Grows on you, though, noo-roong-ji does.
posted by stavrosthewonderchicken at 8:00 PM on February 21, 2004


Tangentially, I've never seen it outside of Korea, but here you can buy rice graded by how much of the wholegrain husk bit remains on each grain - 80/20, 70/30, 50/50 and so on. Mix some 80% whole rice with some black rice (which turns the resultant ricecooker-potfull purple), mix in some good green stuff and gochu-jang (red pepper paste), fling a fried egg on top, and mmm-mmm good. Healthier'n all get out too.
posted by stavrosthewonderchicken at 10:24 PM on February 21, 2004


Heh, when I was younger and moved on to college, I was fabbergasted to find that people needed to learn how to cook rice. I really took growing up in Hawaii for granted, as I always knew how to cook rice by simply watching mom do it every night for 18 years.

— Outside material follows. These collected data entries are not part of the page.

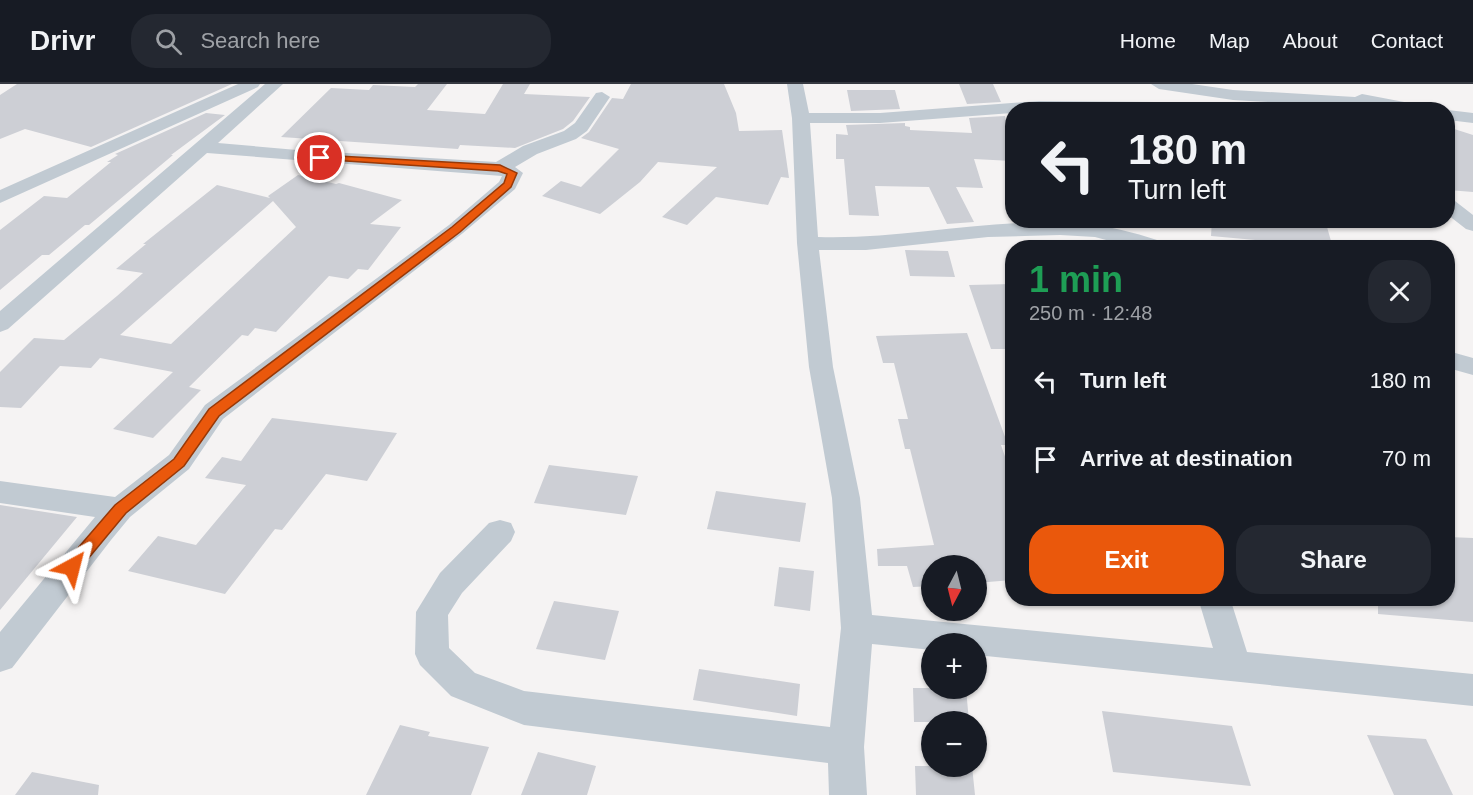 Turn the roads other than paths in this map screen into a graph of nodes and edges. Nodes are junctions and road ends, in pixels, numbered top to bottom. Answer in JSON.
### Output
{"nodes":[{"id":1,"x":252,"y":84,"type":"edge"},
{"id":2,"x":275,"y":84,"type":"edge"},
{"id":3,"x":795,"y":84,"type":"edge"},
{"id":4,"x":1159,"y":84,"type":"edge"},
{"id":5,"x":1345,"y":84,"type":"edge"},
{"id":6,"x":1099,"y":85,"type":"edge"},
{"id":7,"x":602,"y":97,"type":"dead end"},
{"id":8,"x":1105,"y":102,"type":"edge"},
{"id":9,"x":1336,"y":102,"type":"edge"},
{"id":10,"x":1364,"y":102,"type":"edge"},
{"id":11,"x":1005,"y":109,"type":"edge"},
{"id":12,"x":1455,"y":116,"type":"edge"},
{"id":13,"x":801,"y":118,"type":"junction"},
{"id":14,"x":1473,"y":118,"type":"edge"},
{"id":15,"x":203,"y":147,"type":"junction"},
{"id":16,"x":500,"y":168,"type":"junction"},
{"id":17,"x":0,"y":197,"type":"edge"},
{"id":18,"x":1455,"y":211,"type":"edge"},
{"id":19,"x":1473,"y":225,"type":"edge"},
{"id":20,"x":1070,"y":238,"type":"edge"},
{"id":21,"x":1140,"y":240,"type":"edge"},
{"id":22,"x":808,"y":243,"type":"junction"},
{"id":23,"x":0,"y":324,"type":"edge"},
{"id":24,"x":1455,"y":361,"type":"edge"},
{"id":25,"x":1473,"y":367,"type":"edge"},
{"id":26,"x":0,"y":492,"type":"edge"},
{"id":27,"x":120,"y":509,"type":"junction"},
{"id":28,"x":500,"y":532,"type":"dead end"},
{"id":29,"x":1216,"y":606,"type":"edge"},
{"id":30,"x":857,"y":628,"type":"junction"},
{"id":31,"x":0,"y":657,"type":"edge"},
{"id":32,"x":1235,"y":667,"type":"junction"},
{"id":33,"x":1473,"y":690,"type":"edge"},
{"id":34,"x":846,"y":747,"type":"junction"},
{"id":35,"x":848,"y":795,"type":"edge"}],
"edges":[{"from":1,"to":17,"type":"street"},
{"from":2,"to":15,"type":"street"},
{"from":3,"to":13,"type":"street"},
{"from":4,"to":9,"type":"street"},
{"from":5,"to":10,"type":"street"},
{"from":6,"to":8,"type":"street"},
{"from":7,"to":16,"type":"street"},
{"from":11,"to":13,"type":"street"},
{"from":12,"to":14,"type":"street"},
{"from":13,"to":22,"type":"street"},
{"from":15,"to":16,"type":"street"},
{"from":15,"to":23,"type":"street"},
{"from":16,"to":27,"type":"street"},
{"from":18,"to":19,"type":"street"},
{"from":20,"to":21,"type":"street"},
{"from":20,"to":22,"type":"street"},
{"from":22,"to":30,"type":"street"},
{"from":24,"to":25,"type":"street"},
{"from":26,"to":27,"type":"street"},
{"from":27,"to":31,"type":"street"},
{"from":28,"to":34,"type":"street"},
{"from":29,"to":32,"type":"street"},
{"from":30,"to":32,"type":"street"},
{"from":30,"to":34,"type":"street"},
{"from":32,"to":33,"type":"street"},
{"from":34,"to":35,"type":"street"}]}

The second most common question about cooking rice is usually: How do I get it off of the rice cooker?

Soak in warm water for half an hour first, then scrub. I tell because I have been asked many a time.
posted by Hackworth at 8:44 PM on February 22, 2004


mattpfeff has the right idea - sauteeing the brown rice in a bit of oil or butter first helps the grains stay seperate during cooking, preventing the rice from coming out like a big ball of mush.